Proposed Jobs Cull at Daily Record Prompts Call for Newspaper Commission

The Scottish Government is to be asked to set up a newspaper version of the broadcasting commission it launched four years ago.

The move – by the National Union of Journalists – follows the news two weeks ago that 90 editorial jobs at the Daily Record and Sunday Mail newspapers have been earmarked for redundancy by publishers, Trinity Mirror.

And at a meeting on Friday of Record and Mail members of the NUJ, it was agreed that the approach to the Scottish Government should comprise one part of a three-pronged response to Trinity Mirror's plans, the other two being to explore legal and industrial action.

Said the NUJ's Scottish Organiser, Paul Holleran: “A commission would look at the role the banks could perform to save newspapers from going under and maybe how the Government could perhaps act as a guarantor. It could look at the changing face of advertising, the impact of new technology, not to mention ownership and the salaries of chief executives.”

Holleran told allmediascotland.com he informed the meeting that Trinity Mirror have rejected a plea to increase the severance terms on offer, to potentially attract more applications for voluntary redundancy.

Currently on offer is two weeks' pay for every year of service, up to a maximum of 18 months' worth.

Said Holleran: “Last week, it looked like our negotiations with Mark Hollinshead [director of national newspapers at Trinity Mirror] were making progress. It seemed that we had agreed some important decisions; for instance, that the number of years a member of staff has done as a casual would be added to their severance calculations.

“Then the Trinity Mirror board went and pulled the rug from under it all. It seems they were not even persuaded by our offer not to use any enhanced deal this time around become a precedent for future negotiations on other issues.”

Holinshead is scheduled to speak to staff on Friday, the original deadline day for applications for voluntary redundancy but which has now been moved to a week today.

A Trinity Mirror spokesperson told allmediascotland.com: “We continue to work with all affected staff and their representatives and we are committed to achieving as many as possible of these redundancies by voluntary means.”

A couple of years ago, 72 journalism posts were shed at the Record and Mail.

News of the 90 jobs at risk, this time around, was couched in the language of 'technology-led development'. As perhaps a sign of the times, when news of the 90 jobs at risk first broke, it is understood to have been 'tweeted' over 250 times within the first hour and before it was reported on the popular media section of The Guardian's website. 

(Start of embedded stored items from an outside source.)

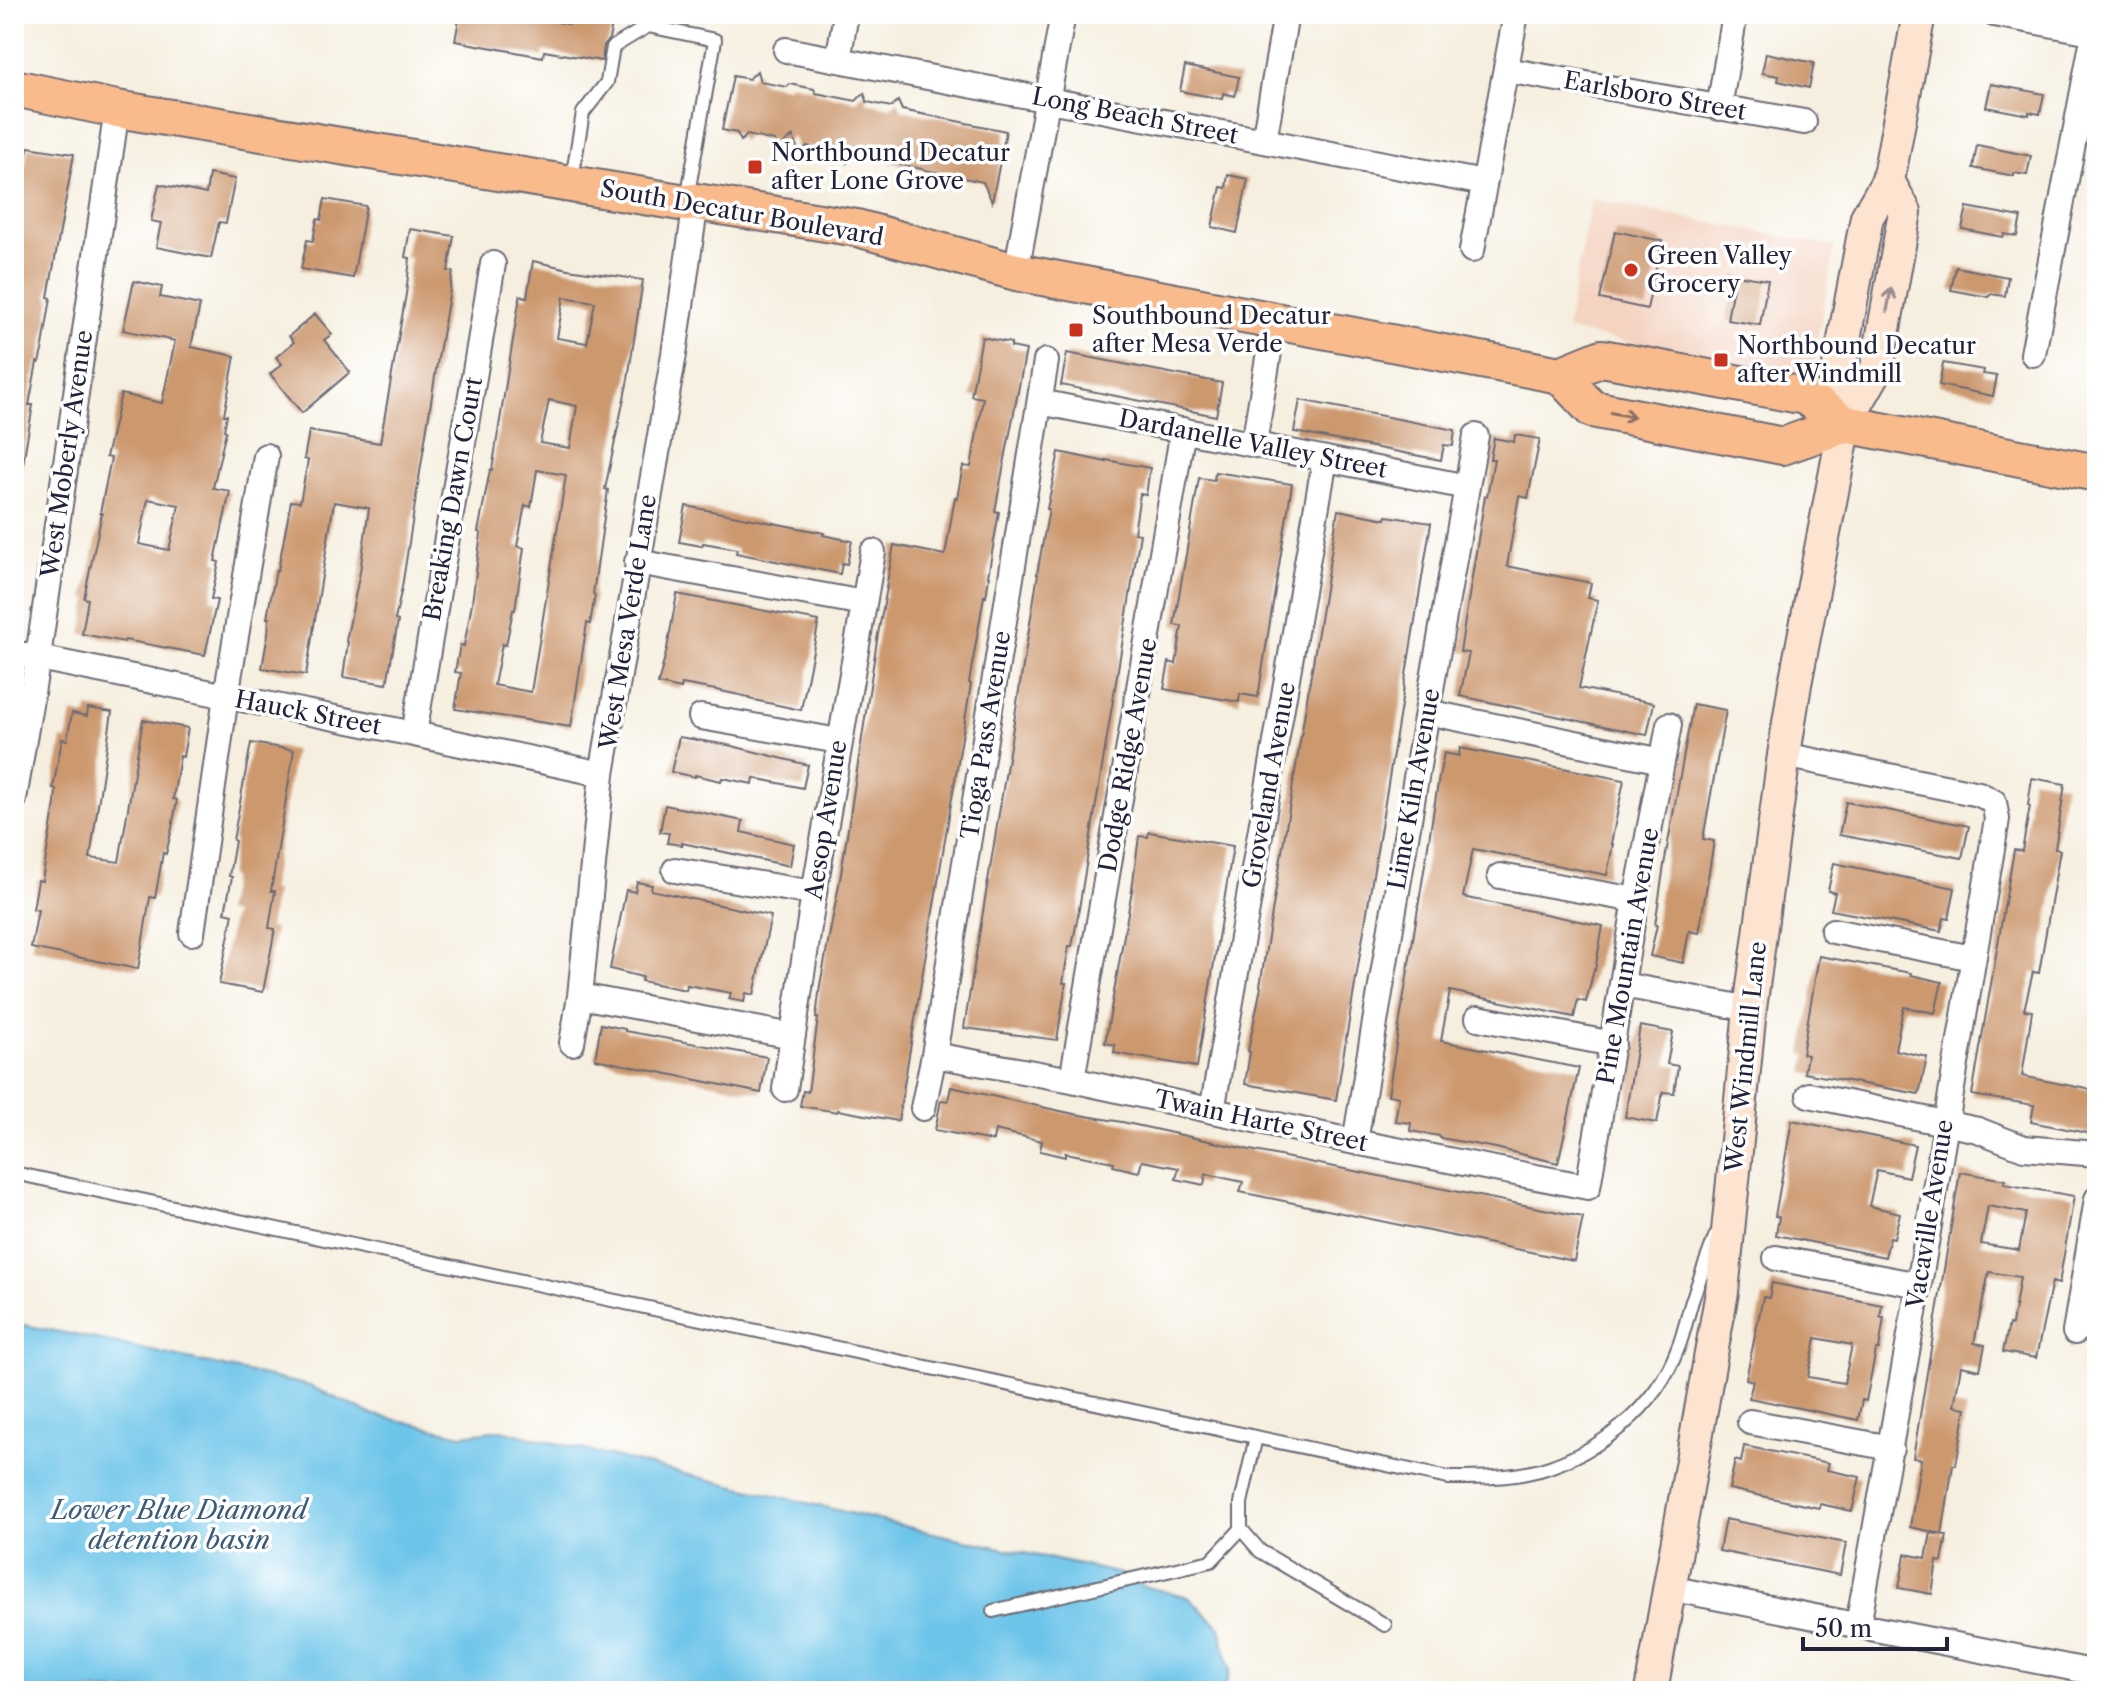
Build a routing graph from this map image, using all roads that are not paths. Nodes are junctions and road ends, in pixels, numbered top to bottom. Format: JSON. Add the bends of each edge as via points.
{"nodes":[{"id":1,"x":846,"y":14,"type":"edge"},
{"id":2,"x":1063,"y":14,"type":"edge"},
{"id":3,"x":1286,"y":14,"type":"edge"},
{"id":4,"x":1516,"y":14,"type":"edge"},
{"id":5,"x":1735,"y":14,"type":"edge"},
{"id":6,"x":1919,"y":14,"type":"edge"},
{"id":7,"x":1994,"y":14,"type":"edge"},
{"id":8,"x":2095,"y":33,"type":"edge"},
{"id":9,"x":786,"y":50,"type":"dead end"},
{"id":10,"x":838,"y":60,"type":"junction"},
{"id":11,"x":1506,"y":70,"type":"junction"},
{"id":12,"x":14,"y":88,"type":"edge"},
{"id":13,"x":1048,"y":99,"type":"junction"},
{"id":14,"x":1719,"y":108,"type":"junction"},
{"id":15,"x":117,"y":109,"type":"junction"},
{"id":16,"x":1804,"y":122,"type":"dead end"},
{"id":17,"x":1264,"y":141,"type":"junction"},
{"id":18,"x":1484,"y":183,"type":"junction"},
{"id":19,"x":571,"y":185,"type":"junction"},
{"id":20,"x":691,"y":202,"type":"junction"},
{"id":21,"x":1472,"y":250,"type":"dead end"},
{"id":22,"x":493,"y":264,"type":"dead end"},
{"id":23,"x":1016,"y":272,"type":"junction"},
{"id":24,"x":1274,"y":321,"type":"junction"},
{"id":25,"x":2033,"y":354,"type":"dead end"},
{"id":26,"x":1046,"y":361,"type":"dead end"},
{"id":27,"x":1560,"y":375,"type":"junction"},
{"id":28,"x":1040,"y":402,"type":"junction"},
{"id":29,"x":1845,"y":424,"type":"junction"},
{"id":30,"x":1183,"y":430,"type":"junction"},
{"id":31,"x":1476,"y":436,"type":"dead end"},
{"id":32,"x":1254,"y":444,"type":"junction"},
{"id":33,"x":266,"y":456,"type":"dead end"},
{"id":34,"x":1325,"y":459,"type":"junction"},
{"id":35,"x":2097,"y":473,"type":"edge"},
{"id":36,"x":1467,"y":487,"type":"junction"},
{"id":37,"x":873,"y":552,"type":"dead end"},
{"id":38,"x":637,"y":562,"type":"junction"},
{"id":39,"x":864,"y":603,"type":"junction"},
{"id":40,"x":26,"y":655,"type":"edge"},
{"id":41,"x":226,"y":696,"type":"junction"},
{"id":42,"x":1427,"y":712,"type":"junction"},
{"id":43,"x":701,"y":717,"type":"dead end"},
{"id":44,"x":1669,"y":725,"type":"dead end"},
{"id":45,"x":414,"y":734,"type":"junction"},
{"id":46,"x":839,"y":741,"type":"junction"},
{"id":47,"x":1784,"y":755,"type":"junction"},
{"id":48,"x":1662,"y":761,"type":"junction"},
{"id":49,"x":602,"y":774,"type":"junction"},
{"id":50,"x":14,"y":799,"type":"edge"},
{"id":51,"x":675,"y":870,"type":"dead end"},
{"id":52,"x":1500,"y":876,"type":"dead end"},
{"id":53,"x":814,"y":893,"type":"junction"},
{"id":54,"x":1636,"y":900,"type":"junction"},
{"id":55,"x":1833,"y":931,"type":"dead end"},
{"id":56,"x":192,"y":933,"type":"dead end"},
{"id":57,"x":1973,"y":958,"type":"junction"},
{"id":58,"x":1623,"y":985,"type":"junction"},
{"id":59,"x":580,"y":996,"type":"junction"},
{"id":60,"x":1750,"y":1009,"type":"junction"},
{"id":61,"x":1478,"y":1018,"type":"dead end"},
{"id":62,"x":793,"y":1036,"type":"junction"},
{"id":63,"x":572,"y":1043,"type":"dead end"},
{"id":64,"x":1613,"y":1044,"type":"junction"},
{"id":65,"x":934,"y":1055,"type":"junction"},
{"id":66,"x":1072,"y":1080,"type":"junction"},
{"id":67,"x":785,"y":1089,"type":"dead end"},
{"id":68,"x":1809,"y":1095,"type":"dead end"},
{"id":69,"x":923,"y":1108,"type":"dead end"},
{"id":70,"x":1212,"y":1111,"type":"junction"},
{"id":71,"x":1945,"y":1123,"type":"junction"},
{"id":72,"x":1355,"y":1142,"type":"junction"},
{"id":73,"x":2097,"y":1154,"type":"edge"},
{"id":74,"x":14,"y":1173,"type":"edge"},
{"id":75,"x":1588,"y":1187,"type":"joint"},
{"id":76,"x":1731,"y":1193,"type":"junction"},
{"id":77,"x":2097,"y":1199,"type":"edge"},
{"id":78,"x":1776,"y":1258,"type":"dead end"},
{"id":79,"x":1919,"y":1285,"type":"junction"},
{"id":80,"x":2075,"y":1332,"type":"dead end"},
{"id":81,"x":1750,"y":1422,"type":"dead end"},
{"id":82,"x":1256,"y":1437,"type":"junction"},
{"id":83,"x":1891,"y":1448,"type":"junction"},
{"id":84,"x":1241,"y":1529,"type":"junction"},
{"id":85,"x":1669,"y":1588,"type":"junction"},
{"id":86,"x":993,"y":1611,"type":"dead end"},
{"id":87,"x":1385,"y":1625,"type":"dead end"},
{"id":88,"x":1858,"y":1625,"type":"junction"},
{"id":89,"x":2097,"y":1673,"type":"edge"},
{"id":90,"x":1651,"y":1691,"type":"edge"}],
"edges":[{"from":1,"to":10,"type":"street"},
{"from":2,"to":13,"type":"street"},
{"from":3,"to":17,"type":"street"},
{"from":4,"to":11,"type":"street"},
{"from":5,"to":14,"type":"street"},
{"from":6,"to":29,"type":"street","name":"West Windmill Lane","via":[[1888,181],[1867,217],[1839,366]]},
{"from":7,"to":8,"type":"street"},
{"from":8,"to":25,"type":"street"},
{"from":9,"to":10,"type":"street","name":"Long Beach Street"},
{"from":10,"to":13,"type":"street","name":"Long Beach Street"},
{"from":11,"to":14,"type":"street","name":"Earlsboro Street"},
{"from":11,"to":18,"type":"street"},
{"from":12,"to":15,"type":"main road","name":"South Decatur Boulevard"},
{"from":13,"to":17,"type":"street","name":"Long Beach Street"},
{"from":13,"to":23,"type":"street"},
{"from":14,"to":16,"type":"street","name":"Earlsboro Street"},
{"from":15,"to":19,"type":"main road","name":"South Decatur Boulevard"},
{"from":15,"to":40,"type":"street","name":"West Moberly Avenue"},
{"from":17,"to":18,"type":"street","name":"Long Beach Street"},
{"from":18,"to":21,"type":"street"},
{"from":19,"to":20,"type":"main road","name":"South Decatur Boulevard"},
{"from":19,"to":20,"type":"lane","via":[[583,113],[607,82],[613,47],[648,26],[715,40]]},
{"from":20,"to":23,"type":"main road","name":"South Decatur Boulevard","via":[[857,228]]},
{"from":20,"to":38,"type":"street","name":"West Mesa Verde Lane","via":[[674,354]]},
{"from":22,"to":45,"type":"street","name":"Breaking Dawn Court"},
{"from":23,"to":24,"type":"main road","name":"South Decatur Boulevard"},
{"from":24,"to":27,"type":"main road","name":"South Decatur Boulevard"},
{"from":24,"to":32,"type":"street"},
{"from":26,"to":28,"type":"street","name":"Tioga Pass Avenue"},
{"from":27,"to":29,"type":"main road","via":[[1602,358],[1805,396]]},
{"from":27,"to":29,"type":"main road","one_way":true,"via":[[1592,409],[1783,446]]},
{"from":28,"to":30,"type":"street","name":"Dardanelle Valley Street"},
{"from":28,"to":65,"type":"street","name":"Tioga Pass Avenue"},
{"from":29,"to":35,"type":"main road"},
{"from":29,"to":47,"type":"street","name":"West Windmill Lane"},
{"from":30,"to":32,"type":"street","name":"Dardanelle Valley Street"},
{"from":30,"to":66,"type":"street","name":"Dodge Ridge Avenue"},
{"from":31,"to":36,"type":"street","name":"Lime Kiln Avenue"},
{"from":32,"to":34,"type":"street","name":"Dardanelle Valley Street"},
{"from":33,"to":41,"type":"street"},
{"from":34,"to":36,"type":"street","name":"Dardanelle Valley Street"},
{"from":34,"to":70,"type":"street","name":"Groveland Avenue"},
{"from":36,"to":42,"type":"street","name":"Lime Kiln Avenue"},
{"from":37,"to":39,"type":"street","name":"Aesop Avenue"},
{"from":38,"to":39,"type":"street"},
{"from":38,"to":49,"type":"street","name":"West Mesa Verde Lane"},
{"from":39,"to":46,"type":"street","name":"Aesop Avenue"},
{"from":40,"to":41,"type":"street","name":"Hauck Street"},
{"from":40,"to":50,"type":"street","name":"West Moberly Avenue"},
{"from":41,"to":45,"type":"street","name":"Hauck Street"},
{"from":41,"to":56,"type":"street"},
{"from":42,"to":48,"type":"street"},
{"from":42,"to":72,"type":"street","name":"Lime Kiln Avenue"},
{"from":43,"to":46,"type":"street"},
{"from":44,"to":48,"type":"street","name":"Pine Mountain Avenue"},
{"from":45,"to":49,"type":"street","name":"Hauck Street"},
{"from":46,"to":53,"type":"street","name":"Aesop Avenue"},
{"from":47,"to":57,"type":"street","name":"Vacaville Avenue","via":[[1979,794],[1994,802],[1997,819]]},
{"from":47,"to":60,"type":"street","name":"West Windmill Lane"},
{"from":48,"to":54,"type":"street","name":"Pine Mountain Avenue"},
{"from":49,"to":59,"type":"street","name":"West Mesa Verde Lane"},
{"from":51,"to":53,"type":"street"},
{"from":52,"to":54,"type":"street"},
{"from":53,"to":62,"type":"street","name":"Aesop Avenue"},
{"from":54,"to":58,"type":"street","name":"Pine Mountain Avenue"},
{"from":55,"to":57,"type":"street"},
{"from":57,"to":71,"type":"street","name":"Vacaville Avenue"},
{"from":58,"to":60,"type":"street"},
{"from":58,"to":64,"type":"street","name":"Pine Mountain Avenue"},
{"from":59,"to":62,"type":"street"},
{"from":59,"to":63,"type":"street","name":"West Mesa Verde Lane"},
{"from":60,"to":76,"type":"street","name":"West Windmill Lane"},
{"from":61,"to":64,"type":"street"},
{"from":62,"to":67,"type":"street","name":"Aesop Avenue"},
{"from":64,"to":75,"type":"street","name":"Pine Mountain Avenue"},
{"from":65,"to":66,"type":"street","name":"Twain Harte Street"},
{"from":65,"to":69,"type":"street","name":"Tioga Pass Avenue"},
{"from":66,"to":70,"type":"street","name":"Twain Harte Street"},
{"from":68,"to":71,"type":"street"},
{"from":70,"to":72,"type":"street","name":"Twain Harte Street"},
{"from":71,"to":73,"type":"street","via":[[2024,1148]]},
{"from":71,"to":79,"type":"street","name":"Vacaville Avenue"},
{"from":72,"to":75,"type":"street","name":"Twain Harte Street"},
{"from":74,"to":82,"type":"lane"},
{"from":76,"to":82,"type":"lane","via":[[1678,1350],[1655,1394],[1620,1429],[1581,1453],[1540,1469],[1491,1478],[1448,1478]]},
{"from":76,"to":85,"type":"street","name":"West Windmill Lane","via":[[1722,1292]]},
{"from":77,"to":80,"type":"street"},
{"from":78,"to":79,"type":"street"},
{"from":79,"to":83,"type":"street","name":"Vacaville Avenue"},
{"from":81,"to":83,"type":"street"},
{"from":82,"to":84,"type":"lane","via":[[1241,1503]]},
{"from":83,"to":88,"type":"street","name":"Vacaville Avenue"},
{"from":84,"to":86,"type":"lane","via":[[1211,1561]]},
{"from":84,"to":87,"type":"lane","via":[[1260,1551]]},
{"from":85,"to":88,"type":"street"},
{"from":85,"to":90,"type":"street","name":"West Windmill Lane"},
{"from":88,"to":89,"type":"street"}]}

Industry pundits have pointed out the relative sales success in Scotland of the Scottish editions of The Sun and the Daily Mail, both of which operate with a much smaller workforce and carry a relatively substantial amount of (usually non-news and sports) editorial sourced by their England-based counterparts. The average sale in Scotland of The Scottish Sun in May was 328,842 versus an average 284,152 for the Daily Record and 115,063 for the Scottish Daily Mail.

The broadcasting commission – launched by First Minister, Alex Salmond, and chaired by a former head of news and current affairs at BBC Scotland, Blair Jenkins – went on to recommend the creation of a digital TV channel (including a large online presence) dedicated to Scottish content. To date, it has enjoyed widespread support – including unanimous backing from the Scottish Parliament – but remains, still, a recommendation.